Luminous Blue Variables are Antisocial: Their Isolation Implies that they are Kicked Mass Gainers in Binary Evolution
Nathan Smith, Ryan Tombleson

TL;DR
This paper argues that luminous blue variables (LBVs) are primarily products of binary evolution, evidenced by their isolation from young clusters, challenging the traditional view of LBVs as transitional single stars.
Contribution
It introduces a binary evolution model for LBVs, suggesting they are mass gainers in binary systems rather than transitional massive stars.
Findings
LBVs are more isolated than O stars and WR stars.
LBVs are likely the late stage of massive blue stragglers.
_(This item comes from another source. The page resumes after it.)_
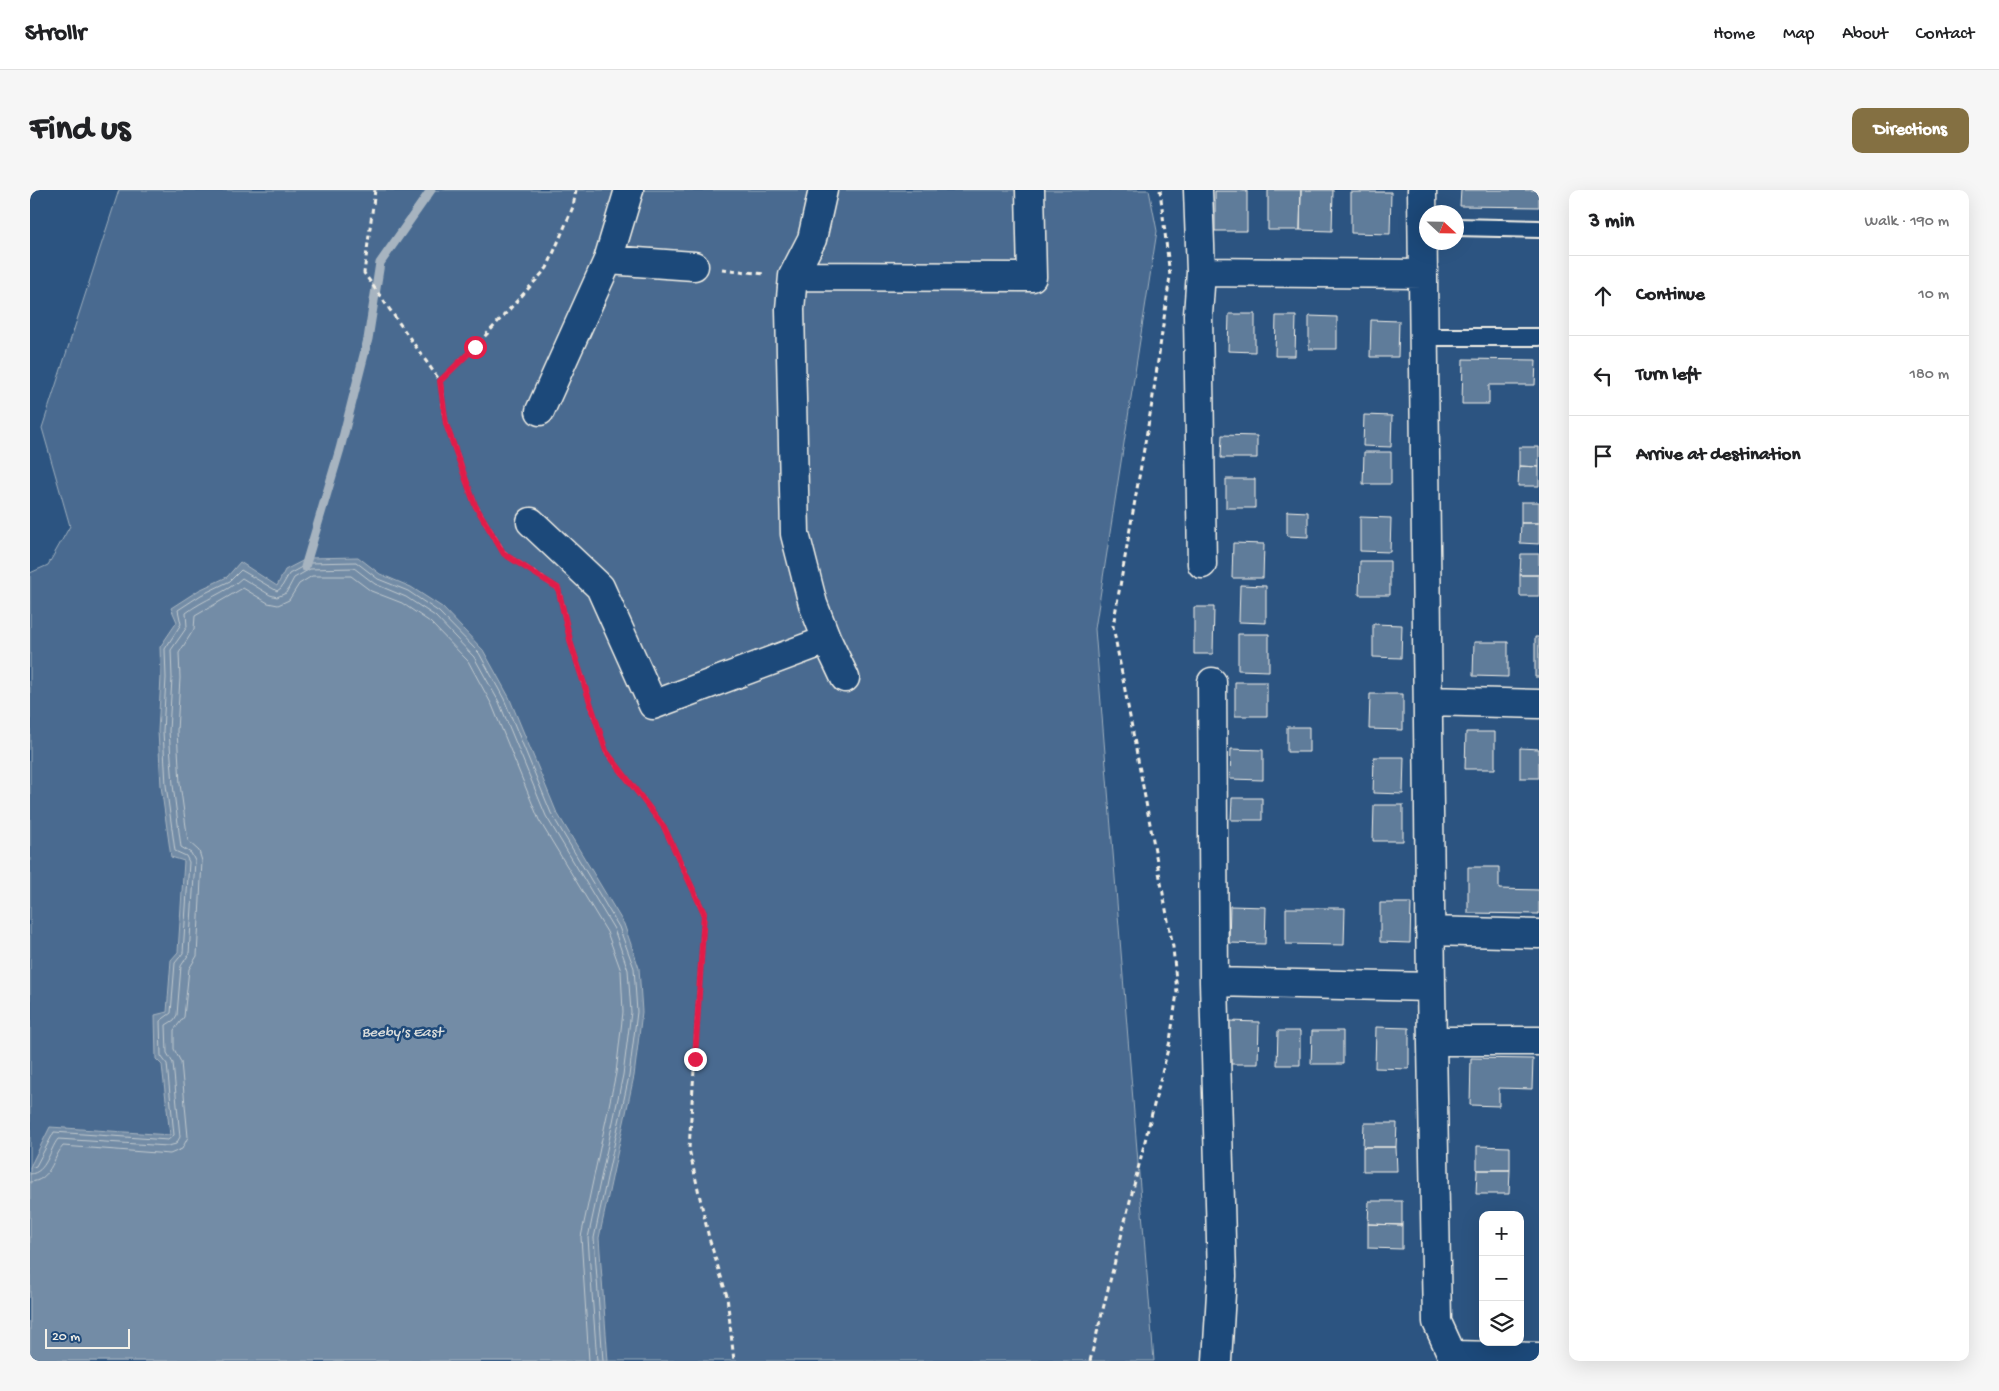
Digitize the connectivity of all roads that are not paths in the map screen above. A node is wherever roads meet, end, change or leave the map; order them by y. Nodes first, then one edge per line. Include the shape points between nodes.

Environmental trends of supernova subtypes are influenced by binarity and SN kicks.
Abstract
Based on their relatively isolated environments, we argue that LBVs must be primarily the product of binary evolution, challenging the traditional single-star view wherein LBVs mark a brief transition between massive O stars and Wolf-Rayet (WR) stars. If the latter were true, then LBVs should be concentrated in young clusters and found alongside main-sequence stars with similarly high inferred initial mass. This is decidedly not the case. Examining locations of LBVs compared to O stars in our Galaxy and the Magellanic Clouds reveals that LBVs systematically avoid clusters of O stars, and many reside over 100 pc from any O star. In the LMC, LBVs are statistically much more isolated than O-type stars, and (perhaps most surprisingly) even more isolated than most WR stars. This makes it impossible for LBVs to be massive stars in transition to WR stars. Instead, we propose that massive stars…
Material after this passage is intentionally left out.